Write out again, exactly, the lines below starting at the one with "middle tip: (317, 427)" and ending at the one with "thumb ip: (490, 638)".

Data extract ::
>>>
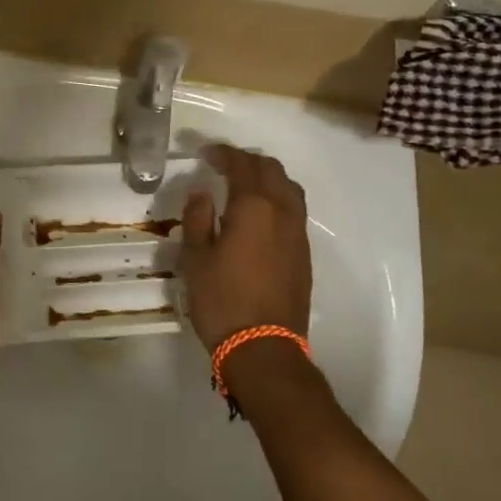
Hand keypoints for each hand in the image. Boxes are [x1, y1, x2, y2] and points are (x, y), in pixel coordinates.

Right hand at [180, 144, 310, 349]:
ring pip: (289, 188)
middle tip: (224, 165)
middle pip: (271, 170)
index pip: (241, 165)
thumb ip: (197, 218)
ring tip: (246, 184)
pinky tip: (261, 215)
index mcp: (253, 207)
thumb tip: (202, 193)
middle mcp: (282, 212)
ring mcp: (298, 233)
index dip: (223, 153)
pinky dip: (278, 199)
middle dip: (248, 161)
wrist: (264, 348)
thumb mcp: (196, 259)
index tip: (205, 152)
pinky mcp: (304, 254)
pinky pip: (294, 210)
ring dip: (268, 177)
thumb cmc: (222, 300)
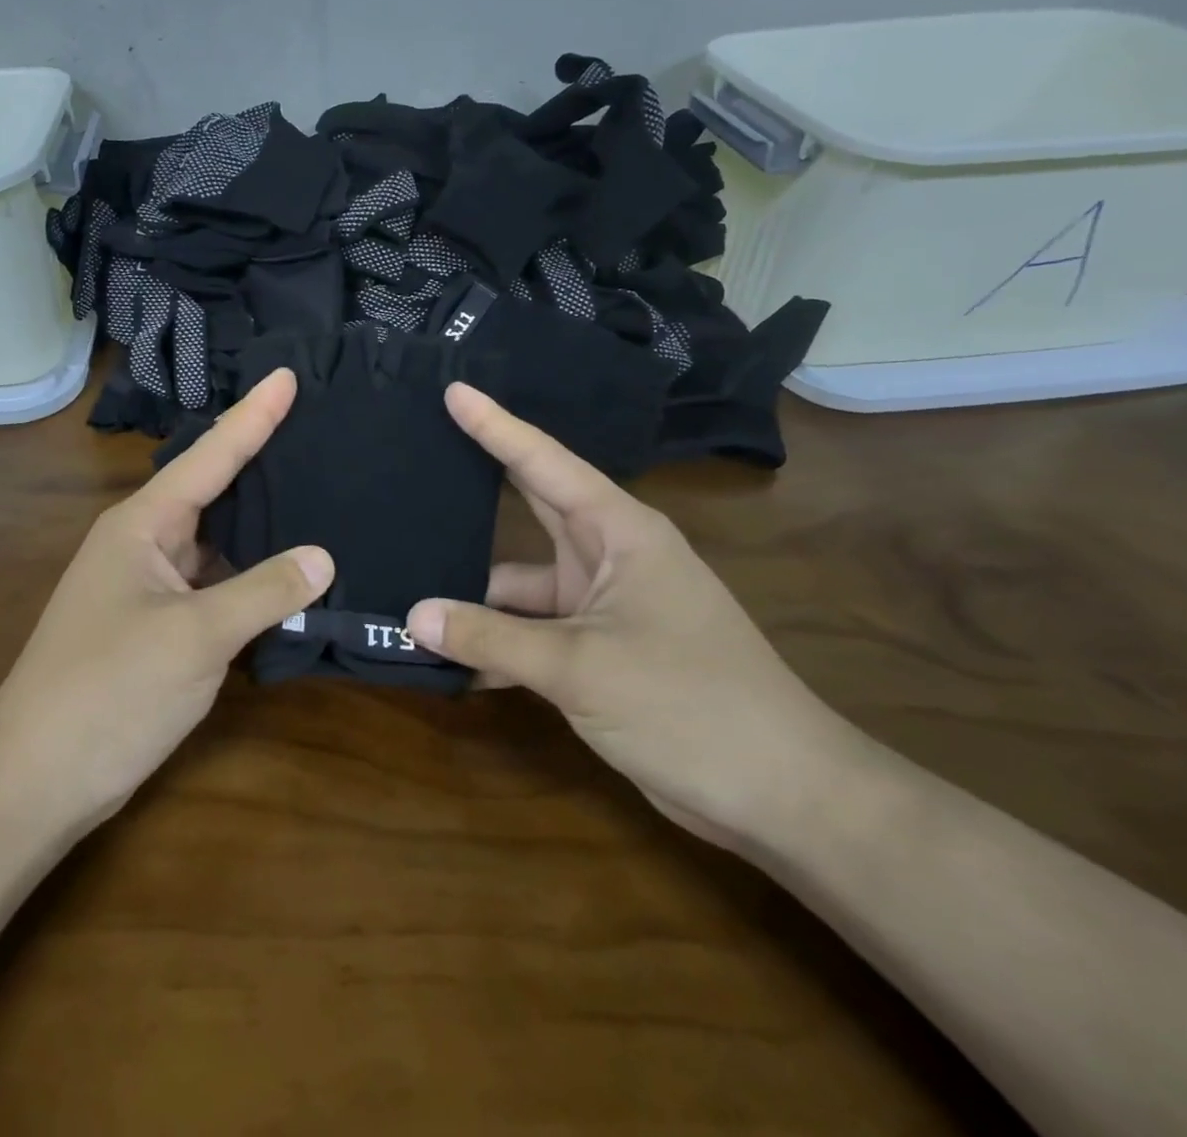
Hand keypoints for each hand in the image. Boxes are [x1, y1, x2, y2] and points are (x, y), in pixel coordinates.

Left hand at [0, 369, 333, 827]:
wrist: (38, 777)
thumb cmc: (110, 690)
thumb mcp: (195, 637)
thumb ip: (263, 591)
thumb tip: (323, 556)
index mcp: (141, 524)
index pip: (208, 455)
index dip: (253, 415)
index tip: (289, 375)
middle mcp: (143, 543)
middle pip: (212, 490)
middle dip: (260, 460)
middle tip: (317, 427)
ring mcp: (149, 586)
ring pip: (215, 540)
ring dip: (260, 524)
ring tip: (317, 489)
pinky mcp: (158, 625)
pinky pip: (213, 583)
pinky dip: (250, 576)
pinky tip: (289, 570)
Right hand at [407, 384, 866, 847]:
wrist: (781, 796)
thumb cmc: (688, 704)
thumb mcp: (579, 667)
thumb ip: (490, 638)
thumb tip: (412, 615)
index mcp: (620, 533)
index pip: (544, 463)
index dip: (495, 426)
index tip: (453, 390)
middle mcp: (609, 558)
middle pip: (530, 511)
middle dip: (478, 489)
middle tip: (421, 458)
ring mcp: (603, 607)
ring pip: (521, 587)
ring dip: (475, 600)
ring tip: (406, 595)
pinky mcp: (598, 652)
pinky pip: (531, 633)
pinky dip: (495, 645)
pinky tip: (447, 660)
<<<
>>>
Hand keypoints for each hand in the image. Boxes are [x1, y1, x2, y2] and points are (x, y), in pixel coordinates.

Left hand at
<<<
>>>
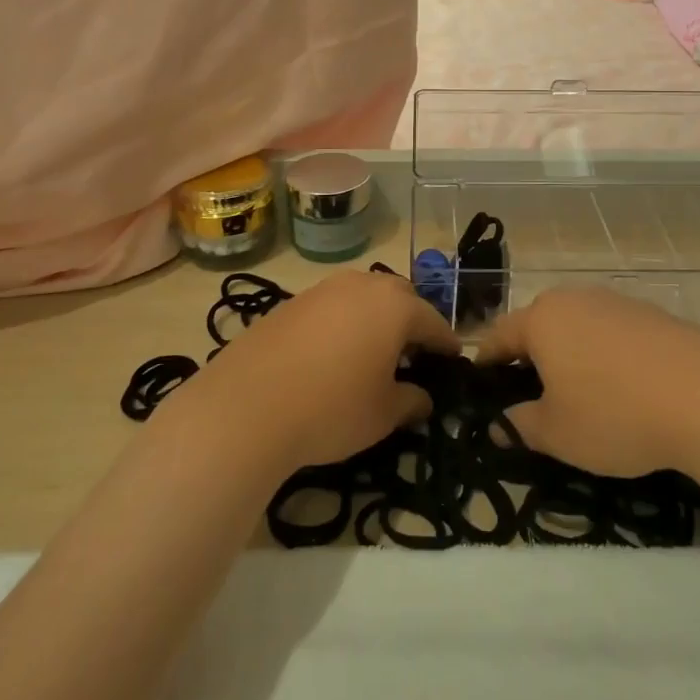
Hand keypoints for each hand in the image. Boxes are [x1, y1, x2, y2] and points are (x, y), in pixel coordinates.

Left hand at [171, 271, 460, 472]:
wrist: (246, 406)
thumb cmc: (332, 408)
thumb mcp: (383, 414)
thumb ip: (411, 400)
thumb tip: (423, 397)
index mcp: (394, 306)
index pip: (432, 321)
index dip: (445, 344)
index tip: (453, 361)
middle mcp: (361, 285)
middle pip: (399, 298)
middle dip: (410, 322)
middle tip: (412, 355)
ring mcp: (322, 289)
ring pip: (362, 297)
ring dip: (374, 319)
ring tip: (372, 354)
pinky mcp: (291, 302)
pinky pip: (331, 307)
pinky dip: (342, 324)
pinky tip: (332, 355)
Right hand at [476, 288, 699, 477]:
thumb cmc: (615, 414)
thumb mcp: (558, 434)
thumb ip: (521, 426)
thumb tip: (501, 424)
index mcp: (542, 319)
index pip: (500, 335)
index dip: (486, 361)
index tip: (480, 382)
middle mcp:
<<<
Task output ::
middle tip: (317, 427)
ring mcp: (149, 586)
ring pip: (215, 540)
ring dip: (260, 524)
ring tip: (317, 489)
pinky mcp: (158, 625)
pinky pip: (213, 583)
pinky dip: (250, 576)
pinky tip: (289, 570)
Right hand at [407, 384, 866, 847]:
wrist: (781, 796)
thumb cmc: (688, 704)
thumb mcp: (579, 667)
thumb ip: (490, 638)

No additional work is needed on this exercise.